[Opening Raw data section]

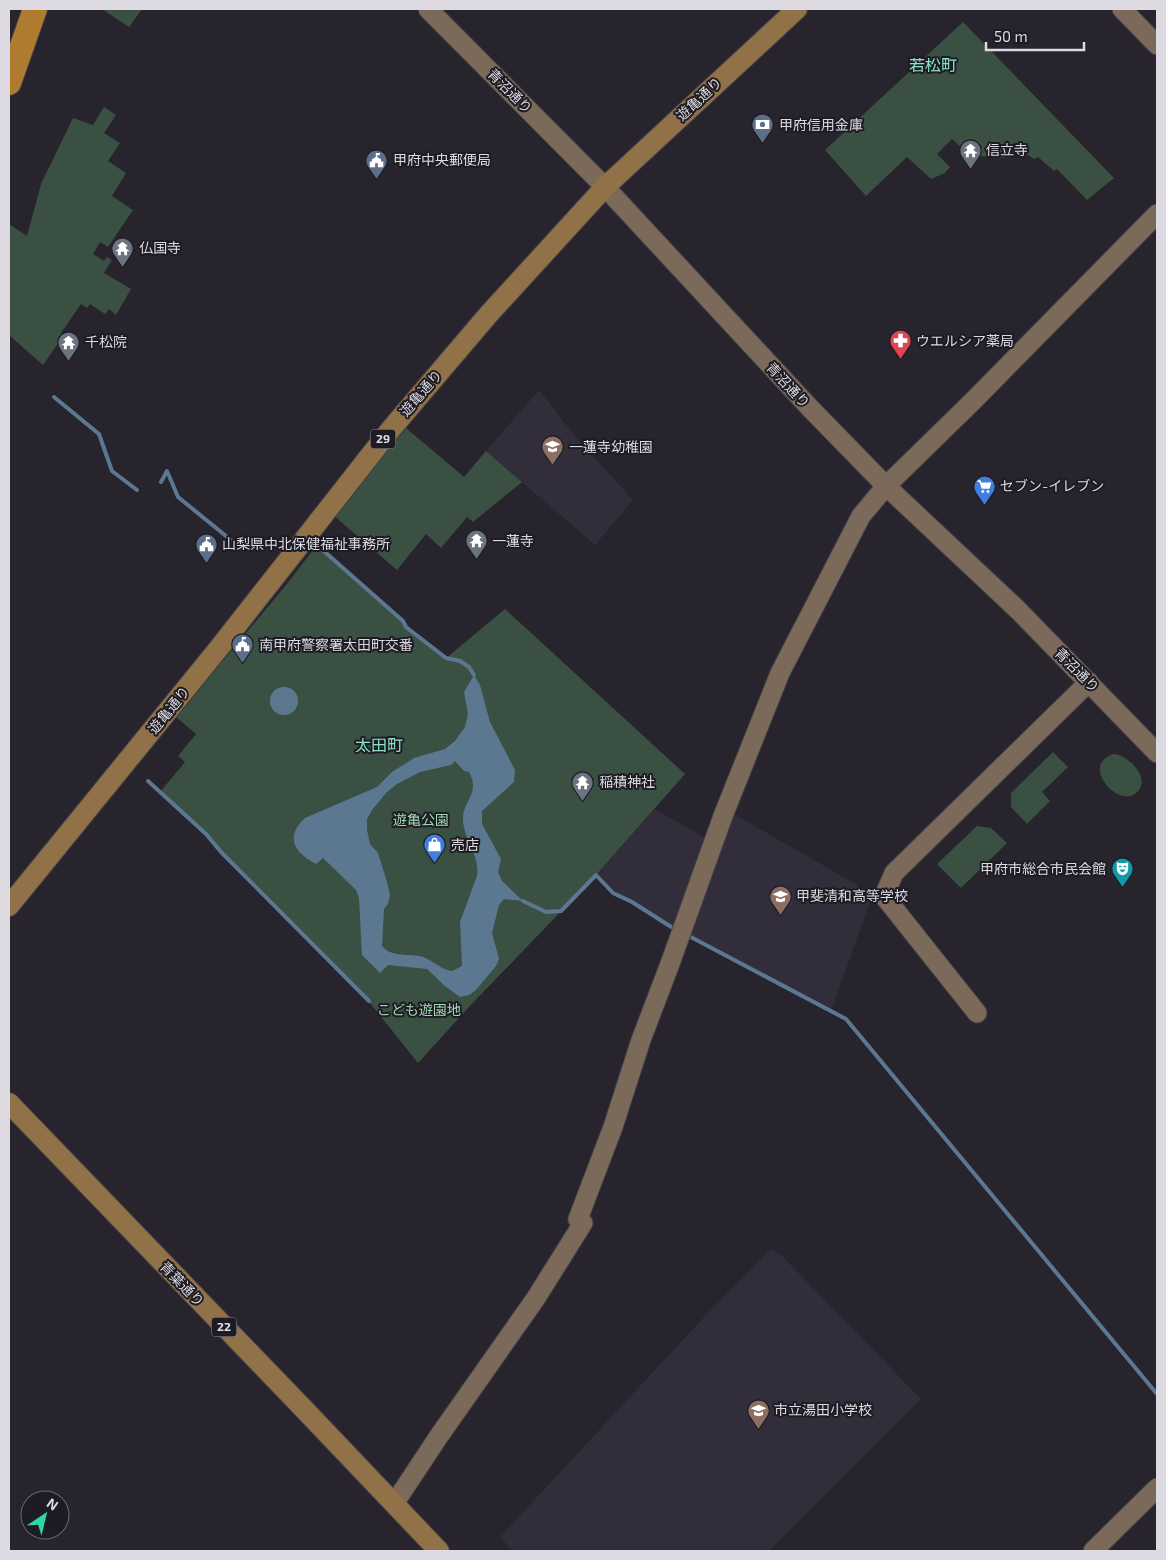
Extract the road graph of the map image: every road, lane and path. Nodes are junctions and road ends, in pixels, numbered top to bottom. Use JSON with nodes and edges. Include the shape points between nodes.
{"nodes":[{"id":1,"x":35,"y":9,"type":"edge"},
{"id":2,"x":428,"y":9,"type":"edge"},
{"id":3,"x":797,"y":9,"type":"edge"},
{"id":4,"x":1122,"y":9,"type":"edge"},
{"id":5,"x":1157,"y":45,"type":"edge"},
{"id":6,"x":9,"y":83,"type":"edge"},
{"id":7,"x":605,"y":187,"type":"junction"},
{"id":8,"x":1157,"y":214,"type":"edge"},
{"id":9,"x":886,"y":486,"type":"junction"},
{"id":10,"x":1089,"y":682,"type":"junction"},
{"id":11,"x":1157,"y":753,"type":"edge"},
{"id":12,"x":9,"y":906,"type":"edge"},
{"id":13,"x":977,"y":1013,"type":"dead end"},
{"id":14,"x":9,"y":1103,"type":"edge"},
{"id":15,"x":1157,"y":1488,"type":"edge"},
{"id":16,"x":394,"y":1504,"type":"junction"},
{"id":17,"x":438,"y":1551,"type":"edge"},
{"id":18,"x":1093,"y":1551,"type":"edge"}],
"edges":[{"from":1,"to":6,"type":"highway"},
{"from":2,"to":7,"type":"street","name":"青沼通り"},
{"from":3,"to":7,"type":"main road","name":"遊亀通り","number":"29"},
{"from":4,"to":5,"type":"street"},
{"from":7,"to":9,"type":"street","name":"青沼通り"},
{"from":7,"to":12,"type":"main road","name":"遊亀通り","number":"29","via":[[488,315],[391,429],[219,648]]},
{"from":8,"to":9,"type":"street"},
{"from":9,"to":10,"type":"street","name":"青沼通り"},
{"from":9,"to":16,"type":"street","via":[[862,516],[780,673],[722,816],[641,1040],[578,1219],[583,1223],[536,1298]]},
{"from":10,"to":11,"type":"street","name":"青沼通り"},
{"from":10,"to":13,"type":"street","via":[[894,873],[884,896]]},
{"from":14,"to":16,"type":"main road","name":"青葉通り","number":"22"},
{"from":15,"to":18,"type":"street"},
{"from":16,"to":17,"type":"main road","name":"青葉通り","number":"22"}]}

[Closing Raw data section]

(Assigned task):
A copy of each line above that holds the word "nodes" is the expected answer.

(Answer space):
Extract the road graph of the map image: every road, lane and path. Nodes are junctions and road ends, in pixels, numbered top to bottom. Use JSON with nodes and edges. Include the shape points between nodes.
{"nodes":[{"id":1,"x":35,"y":9,"type":"edge"},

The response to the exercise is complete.